#### [Your assignment]
Every line holding the string "mouth" is to be copied from the entries below.

** Opening Information provided block **

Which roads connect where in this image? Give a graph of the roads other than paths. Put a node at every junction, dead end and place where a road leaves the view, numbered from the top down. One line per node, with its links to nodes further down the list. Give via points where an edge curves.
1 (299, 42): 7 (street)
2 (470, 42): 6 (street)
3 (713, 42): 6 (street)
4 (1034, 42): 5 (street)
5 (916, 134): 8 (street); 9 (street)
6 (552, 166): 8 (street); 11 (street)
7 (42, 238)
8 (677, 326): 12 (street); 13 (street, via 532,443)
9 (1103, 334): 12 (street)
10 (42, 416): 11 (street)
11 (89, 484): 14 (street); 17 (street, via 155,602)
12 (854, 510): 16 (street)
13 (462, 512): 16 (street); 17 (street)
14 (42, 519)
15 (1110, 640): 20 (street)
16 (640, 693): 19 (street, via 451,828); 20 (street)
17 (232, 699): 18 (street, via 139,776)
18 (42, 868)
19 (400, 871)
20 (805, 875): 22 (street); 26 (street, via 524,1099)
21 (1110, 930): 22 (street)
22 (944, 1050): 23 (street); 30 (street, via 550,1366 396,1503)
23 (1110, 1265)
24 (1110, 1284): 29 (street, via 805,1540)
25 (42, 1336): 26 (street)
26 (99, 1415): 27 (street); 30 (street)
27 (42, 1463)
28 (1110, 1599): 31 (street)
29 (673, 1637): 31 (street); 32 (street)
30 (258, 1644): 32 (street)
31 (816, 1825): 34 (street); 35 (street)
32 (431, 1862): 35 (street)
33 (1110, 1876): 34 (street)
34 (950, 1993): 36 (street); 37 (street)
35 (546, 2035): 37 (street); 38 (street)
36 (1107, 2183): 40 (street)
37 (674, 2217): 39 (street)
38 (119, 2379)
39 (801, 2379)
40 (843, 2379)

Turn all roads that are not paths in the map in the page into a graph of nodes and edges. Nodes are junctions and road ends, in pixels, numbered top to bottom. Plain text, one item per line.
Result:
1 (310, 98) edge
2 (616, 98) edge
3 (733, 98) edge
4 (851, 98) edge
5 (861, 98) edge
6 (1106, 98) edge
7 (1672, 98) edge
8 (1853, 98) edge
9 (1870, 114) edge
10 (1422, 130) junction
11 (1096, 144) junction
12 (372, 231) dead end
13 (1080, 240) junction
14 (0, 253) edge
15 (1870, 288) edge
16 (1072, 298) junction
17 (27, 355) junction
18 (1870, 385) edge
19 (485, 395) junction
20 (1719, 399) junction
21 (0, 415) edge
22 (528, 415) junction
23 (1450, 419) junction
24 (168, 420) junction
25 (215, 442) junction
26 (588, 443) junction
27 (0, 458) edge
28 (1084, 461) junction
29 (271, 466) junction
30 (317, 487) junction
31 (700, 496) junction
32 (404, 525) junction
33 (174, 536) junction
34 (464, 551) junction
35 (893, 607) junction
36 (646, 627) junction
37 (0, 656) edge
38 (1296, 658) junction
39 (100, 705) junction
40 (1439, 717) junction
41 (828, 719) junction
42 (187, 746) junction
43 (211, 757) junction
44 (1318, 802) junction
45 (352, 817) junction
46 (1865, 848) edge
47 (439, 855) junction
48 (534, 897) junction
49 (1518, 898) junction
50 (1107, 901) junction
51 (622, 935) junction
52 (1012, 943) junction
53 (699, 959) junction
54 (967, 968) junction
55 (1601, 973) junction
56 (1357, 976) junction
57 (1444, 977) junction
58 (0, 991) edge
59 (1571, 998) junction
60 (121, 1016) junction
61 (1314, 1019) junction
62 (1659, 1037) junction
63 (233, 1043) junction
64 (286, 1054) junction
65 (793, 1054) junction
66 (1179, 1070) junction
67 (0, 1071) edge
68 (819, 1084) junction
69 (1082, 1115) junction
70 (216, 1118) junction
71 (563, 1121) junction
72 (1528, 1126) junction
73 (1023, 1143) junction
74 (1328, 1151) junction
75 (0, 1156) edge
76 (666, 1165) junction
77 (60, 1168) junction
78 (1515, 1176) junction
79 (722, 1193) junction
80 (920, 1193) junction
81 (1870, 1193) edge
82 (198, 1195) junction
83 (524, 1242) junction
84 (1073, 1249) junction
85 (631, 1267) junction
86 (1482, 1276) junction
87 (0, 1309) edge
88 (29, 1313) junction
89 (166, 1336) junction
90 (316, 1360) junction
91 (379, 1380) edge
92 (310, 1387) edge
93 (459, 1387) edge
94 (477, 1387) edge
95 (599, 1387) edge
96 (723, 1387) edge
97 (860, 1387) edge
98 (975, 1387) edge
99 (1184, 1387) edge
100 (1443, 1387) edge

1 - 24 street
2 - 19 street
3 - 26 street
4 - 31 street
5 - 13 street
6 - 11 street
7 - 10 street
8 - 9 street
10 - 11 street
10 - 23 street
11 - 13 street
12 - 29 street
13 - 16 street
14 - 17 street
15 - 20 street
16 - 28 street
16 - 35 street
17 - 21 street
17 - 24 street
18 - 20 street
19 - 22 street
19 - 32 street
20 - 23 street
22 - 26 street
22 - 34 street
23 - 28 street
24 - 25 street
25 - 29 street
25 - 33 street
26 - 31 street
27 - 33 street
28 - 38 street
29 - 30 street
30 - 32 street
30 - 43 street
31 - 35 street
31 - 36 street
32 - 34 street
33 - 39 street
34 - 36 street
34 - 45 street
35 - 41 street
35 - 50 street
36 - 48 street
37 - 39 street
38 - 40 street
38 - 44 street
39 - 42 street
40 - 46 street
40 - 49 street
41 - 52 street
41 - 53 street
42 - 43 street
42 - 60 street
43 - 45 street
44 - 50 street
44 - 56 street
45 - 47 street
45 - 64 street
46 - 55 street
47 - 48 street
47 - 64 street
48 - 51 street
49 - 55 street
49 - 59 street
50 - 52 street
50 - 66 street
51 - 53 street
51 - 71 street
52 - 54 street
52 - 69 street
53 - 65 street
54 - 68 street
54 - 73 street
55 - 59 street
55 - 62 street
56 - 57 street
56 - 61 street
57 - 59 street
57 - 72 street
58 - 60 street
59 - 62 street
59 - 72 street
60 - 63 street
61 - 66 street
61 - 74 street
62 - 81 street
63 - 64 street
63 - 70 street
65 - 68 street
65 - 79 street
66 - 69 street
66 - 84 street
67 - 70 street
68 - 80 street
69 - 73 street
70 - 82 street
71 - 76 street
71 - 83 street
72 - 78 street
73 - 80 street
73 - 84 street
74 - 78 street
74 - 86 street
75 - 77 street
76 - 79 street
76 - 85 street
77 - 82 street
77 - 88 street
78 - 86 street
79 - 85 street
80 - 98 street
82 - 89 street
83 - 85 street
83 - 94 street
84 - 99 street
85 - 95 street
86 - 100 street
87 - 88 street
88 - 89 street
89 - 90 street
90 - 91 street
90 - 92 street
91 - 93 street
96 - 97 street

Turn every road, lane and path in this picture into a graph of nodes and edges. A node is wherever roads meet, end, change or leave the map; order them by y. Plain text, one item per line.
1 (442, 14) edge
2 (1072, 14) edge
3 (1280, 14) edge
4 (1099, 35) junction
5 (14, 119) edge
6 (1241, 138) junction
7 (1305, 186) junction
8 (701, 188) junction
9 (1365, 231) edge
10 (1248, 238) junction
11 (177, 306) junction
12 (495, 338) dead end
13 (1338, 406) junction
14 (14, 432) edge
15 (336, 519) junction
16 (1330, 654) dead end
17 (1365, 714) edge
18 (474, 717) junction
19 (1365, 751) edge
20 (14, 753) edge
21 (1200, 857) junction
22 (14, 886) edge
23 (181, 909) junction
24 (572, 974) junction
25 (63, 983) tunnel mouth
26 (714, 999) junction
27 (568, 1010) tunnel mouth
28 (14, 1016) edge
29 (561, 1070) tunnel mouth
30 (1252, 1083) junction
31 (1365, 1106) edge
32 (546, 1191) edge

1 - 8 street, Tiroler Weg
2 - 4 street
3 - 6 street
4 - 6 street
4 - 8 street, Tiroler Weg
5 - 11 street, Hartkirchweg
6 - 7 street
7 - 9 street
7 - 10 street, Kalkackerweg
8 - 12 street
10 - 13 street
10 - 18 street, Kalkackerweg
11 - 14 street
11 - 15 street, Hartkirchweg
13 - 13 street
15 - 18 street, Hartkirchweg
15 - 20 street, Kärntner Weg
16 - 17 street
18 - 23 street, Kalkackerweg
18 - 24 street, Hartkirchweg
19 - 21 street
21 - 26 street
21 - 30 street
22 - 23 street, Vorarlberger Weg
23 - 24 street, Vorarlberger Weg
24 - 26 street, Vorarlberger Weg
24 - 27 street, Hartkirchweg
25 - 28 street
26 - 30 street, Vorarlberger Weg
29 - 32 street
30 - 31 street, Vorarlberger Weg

** Closing Information provided block **

#### [Exercise solution]
25 (63, 983) tunnel mouth
27 (568, 1010) tunnel mouth
29 (561, 1070) tunnel mouth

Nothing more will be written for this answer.